• [Exercise]:
All that is needed is each line of the entries holding the word "points", copied as it stands.

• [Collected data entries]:

# # # #

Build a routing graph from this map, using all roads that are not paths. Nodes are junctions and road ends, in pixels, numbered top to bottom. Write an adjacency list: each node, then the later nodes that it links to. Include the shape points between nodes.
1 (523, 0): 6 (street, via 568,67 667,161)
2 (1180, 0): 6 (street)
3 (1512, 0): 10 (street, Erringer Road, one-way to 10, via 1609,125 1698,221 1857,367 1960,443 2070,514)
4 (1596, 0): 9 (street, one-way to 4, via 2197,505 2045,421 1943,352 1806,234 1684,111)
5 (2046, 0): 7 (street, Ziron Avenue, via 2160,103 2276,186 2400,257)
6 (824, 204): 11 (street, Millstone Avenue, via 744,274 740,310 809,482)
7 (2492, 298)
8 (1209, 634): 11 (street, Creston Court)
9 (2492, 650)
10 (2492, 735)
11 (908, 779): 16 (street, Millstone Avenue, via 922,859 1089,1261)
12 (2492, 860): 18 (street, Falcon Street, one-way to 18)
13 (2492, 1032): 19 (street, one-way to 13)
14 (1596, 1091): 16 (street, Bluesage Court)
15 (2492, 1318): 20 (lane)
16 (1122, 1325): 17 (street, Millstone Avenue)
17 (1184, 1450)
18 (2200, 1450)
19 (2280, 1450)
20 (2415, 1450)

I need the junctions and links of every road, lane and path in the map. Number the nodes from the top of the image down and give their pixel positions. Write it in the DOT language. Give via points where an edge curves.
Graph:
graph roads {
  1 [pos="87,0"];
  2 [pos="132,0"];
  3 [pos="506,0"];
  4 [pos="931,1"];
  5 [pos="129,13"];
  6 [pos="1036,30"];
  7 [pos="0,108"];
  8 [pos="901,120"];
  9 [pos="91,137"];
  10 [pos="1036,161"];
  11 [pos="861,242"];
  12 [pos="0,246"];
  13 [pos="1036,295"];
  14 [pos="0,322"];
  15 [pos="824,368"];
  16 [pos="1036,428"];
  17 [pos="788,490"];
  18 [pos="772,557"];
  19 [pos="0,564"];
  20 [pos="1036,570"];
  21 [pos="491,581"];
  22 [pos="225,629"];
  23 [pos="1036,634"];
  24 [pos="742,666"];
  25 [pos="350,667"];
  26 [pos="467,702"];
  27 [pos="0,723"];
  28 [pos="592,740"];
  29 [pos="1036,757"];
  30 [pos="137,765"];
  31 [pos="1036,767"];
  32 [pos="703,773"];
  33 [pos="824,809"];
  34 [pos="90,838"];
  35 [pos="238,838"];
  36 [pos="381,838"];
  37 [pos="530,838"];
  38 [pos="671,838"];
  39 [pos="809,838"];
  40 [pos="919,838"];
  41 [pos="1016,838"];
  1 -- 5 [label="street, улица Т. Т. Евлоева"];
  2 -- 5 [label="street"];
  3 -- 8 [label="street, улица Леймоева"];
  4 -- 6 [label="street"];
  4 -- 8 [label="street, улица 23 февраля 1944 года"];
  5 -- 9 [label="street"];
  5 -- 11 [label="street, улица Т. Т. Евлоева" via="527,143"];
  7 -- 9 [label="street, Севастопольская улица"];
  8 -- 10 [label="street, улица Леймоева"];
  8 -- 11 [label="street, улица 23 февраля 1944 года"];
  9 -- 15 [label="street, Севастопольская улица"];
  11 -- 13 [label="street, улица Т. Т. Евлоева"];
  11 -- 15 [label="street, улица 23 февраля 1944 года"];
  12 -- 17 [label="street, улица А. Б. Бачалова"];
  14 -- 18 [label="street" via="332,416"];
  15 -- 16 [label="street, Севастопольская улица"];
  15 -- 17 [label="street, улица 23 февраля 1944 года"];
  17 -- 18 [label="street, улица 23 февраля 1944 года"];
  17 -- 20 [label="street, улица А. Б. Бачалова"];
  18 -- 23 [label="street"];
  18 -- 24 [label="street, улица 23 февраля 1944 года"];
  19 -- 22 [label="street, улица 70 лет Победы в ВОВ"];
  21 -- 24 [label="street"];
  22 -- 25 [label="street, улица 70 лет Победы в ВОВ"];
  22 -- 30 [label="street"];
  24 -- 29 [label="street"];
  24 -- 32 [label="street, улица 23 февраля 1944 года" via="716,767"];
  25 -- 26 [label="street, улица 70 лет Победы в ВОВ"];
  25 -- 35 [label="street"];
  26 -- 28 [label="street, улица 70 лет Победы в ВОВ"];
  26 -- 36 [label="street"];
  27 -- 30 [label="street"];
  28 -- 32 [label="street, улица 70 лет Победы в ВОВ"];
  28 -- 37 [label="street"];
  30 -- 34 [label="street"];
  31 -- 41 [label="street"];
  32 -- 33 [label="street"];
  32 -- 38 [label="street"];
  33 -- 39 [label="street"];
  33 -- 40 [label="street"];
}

# # # #

• [Your solution]:
Build a routing graph from this map, using all roads that are not paths. Nodes are junctions and road ends, in pixels, numbered top to bottom. Write an adjacency list: each node, then the later nodes that it links to. Include the shape points between nodes.
I need the junctions and links of every road, lane and path in the map. Number the nodes from the top of the image down and give their pixel positions. Write it in the DOT language. Give via points where an edge curves.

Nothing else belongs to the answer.